NVIDIA would be announcing the latest versions of their development CUDA toolkits. Parallel Nsight, NVIDIA’s Visual Studio development toolkit, has just had its second release candidate for version 2.1 released. CUDA 4.1 is also being released as a release candidate.
Till date the CUDA compiler toolchain was developed entirely within NVIDIA as a proprietary product; developers could write tools that could generate PTX code (NVIDIA’s intermediate virtual ISA). The compiling of PTX to binary code was handled by NVIDIA’s tools. Next week at GTC Asia, CUDA 4.1 brings a different way: the CUDA compiler is now being built against LLVM, the modular compiler.
LLVM ain’t a true compiler i.e. it doesn’t generate binary code on its own, but as a modular compiler it’s earned quite a reputation for generating efficient intermediate code and for being easy to add new support for new languages and architectures to. If you can generate code that goes into LLVM, then you can get out code for any architecture LLVM supports and it will probably be pretty efficient too. LLVM has been around for quite some time – and is most famously used as the compiler for Mac OS X and iOS starting with Mac OS X 10.6 – but this is the first time it’s been used for a GPU in this fashion.
Benefits of LLVM for CUDA
- Immediate benefits include shorter compile times (upto 50% times faster) and slightly faster performing code for CUDA developers. Meanwhile the nature of GPU computing means that application/kernel performance won’t improve nearly as much – LLVM can’t parallelize your code for you – but it should be able to generate slightly smarter code, particularly code from non-NVIDIA languages where developers haven’t been able to invest as much time in optimizing their PTX code generation.

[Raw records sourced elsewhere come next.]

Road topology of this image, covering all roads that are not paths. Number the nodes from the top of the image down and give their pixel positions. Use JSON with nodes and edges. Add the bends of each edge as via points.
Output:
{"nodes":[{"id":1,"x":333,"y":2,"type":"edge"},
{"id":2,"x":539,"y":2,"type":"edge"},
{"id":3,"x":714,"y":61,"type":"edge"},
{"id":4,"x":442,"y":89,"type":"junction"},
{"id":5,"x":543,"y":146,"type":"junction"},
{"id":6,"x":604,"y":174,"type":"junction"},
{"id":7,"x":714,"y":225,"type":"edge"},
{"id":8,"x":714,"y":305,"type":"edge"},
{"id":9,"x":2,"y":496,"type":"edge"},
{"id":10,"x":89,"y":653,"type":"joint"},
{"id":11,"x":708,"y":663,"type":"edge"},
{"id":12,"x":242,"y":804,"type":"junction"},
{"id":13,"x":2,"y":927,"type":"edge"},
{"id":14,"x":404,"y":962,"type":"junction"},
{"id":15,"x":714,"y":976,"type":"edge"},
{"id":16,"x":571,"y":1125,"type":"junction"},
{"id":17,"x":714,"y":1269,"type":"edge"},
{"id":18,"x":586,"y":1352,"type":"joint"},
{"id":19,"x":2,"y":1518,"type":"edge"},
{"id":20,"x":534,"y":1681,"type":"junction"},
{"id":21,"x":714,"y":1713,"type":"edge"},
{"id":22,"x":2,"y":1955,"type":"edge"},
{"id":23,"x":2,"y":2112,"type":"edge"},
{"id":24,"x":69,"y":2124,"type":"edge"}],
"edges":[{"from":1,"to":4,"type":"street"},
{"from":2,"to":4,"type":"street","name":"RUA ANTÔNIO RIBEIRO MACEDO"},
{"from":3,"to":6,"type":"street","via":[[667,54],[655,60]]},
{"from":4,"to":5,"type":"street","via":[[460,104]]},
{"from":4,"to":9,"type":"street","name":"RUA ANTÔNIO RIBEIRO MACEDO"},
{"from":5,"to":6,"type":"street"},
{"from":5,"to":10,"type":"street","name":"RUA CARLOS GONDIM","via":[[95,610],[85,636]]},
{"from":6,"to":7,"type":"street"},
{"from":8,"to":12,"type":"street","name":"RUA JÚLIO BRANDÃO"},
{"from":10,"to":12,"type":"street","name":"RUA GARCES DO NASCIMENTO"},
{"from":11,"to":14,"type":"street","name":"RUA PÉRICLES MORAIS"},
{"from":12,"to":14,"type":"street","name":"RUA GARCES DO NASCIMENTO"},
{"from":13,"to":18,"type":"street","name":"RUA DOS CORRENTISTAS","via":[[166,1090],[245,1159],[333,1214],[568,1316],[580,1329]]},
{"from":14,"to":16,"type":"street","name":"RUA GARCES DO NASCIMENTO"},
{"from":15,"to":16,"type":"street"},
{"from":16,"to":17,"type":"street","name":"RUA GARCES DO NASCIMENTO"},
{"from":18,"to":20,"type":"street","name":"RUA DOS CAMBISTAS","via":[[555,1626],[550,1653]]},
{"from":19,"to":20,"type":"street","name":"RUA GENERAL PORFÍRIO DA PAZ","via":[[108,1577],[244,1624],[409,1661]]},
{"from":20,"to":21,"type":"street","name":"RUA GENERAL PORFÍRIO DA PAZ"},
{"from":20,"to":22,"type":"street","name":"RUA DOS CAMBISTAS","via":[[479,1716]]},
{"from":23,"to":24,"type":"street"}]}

- Moving to LLVM is not completely about immediate performance benefits, it also marks the start of a longer transition by NVIDIA.
- In NVIDIA’s case moving to LLVM not only allows them to open up GPU computing to additional developers by making it possible to support more languages, but it allows CUDA developers to build CUDA applications for more architectures than just NVIDIA’s GPUs. Currently it’s possible to compile CUDA down to x86 through The Portland Group’s proprietary x86 CUDA compiler, and the move to LLVM would allow NVIDIA to target not just x86, but ARM too. ARM in fact is more than likely the key to all of this – just as how developers want to be able to use CUDA on their x86 + NVGPU clusters, they will want to be able to use CUDA on their Denver (ARM) + NVGPU clusters.
Accoriding to the source, NVIDIA will not be releasing CUDA LLVM in a truly open source manner, but they will be releasing the source in a manner akin to Microsoft’s “shared source” initiative – eligible researchers and developers will be able to apply to NVIDIA for access to the source code. This allows NVIDIA to share CUDA LLVM with the necessary parties to expand its functionality without sharing it with everyone and having the inner workings of the Fermi code generator exposed.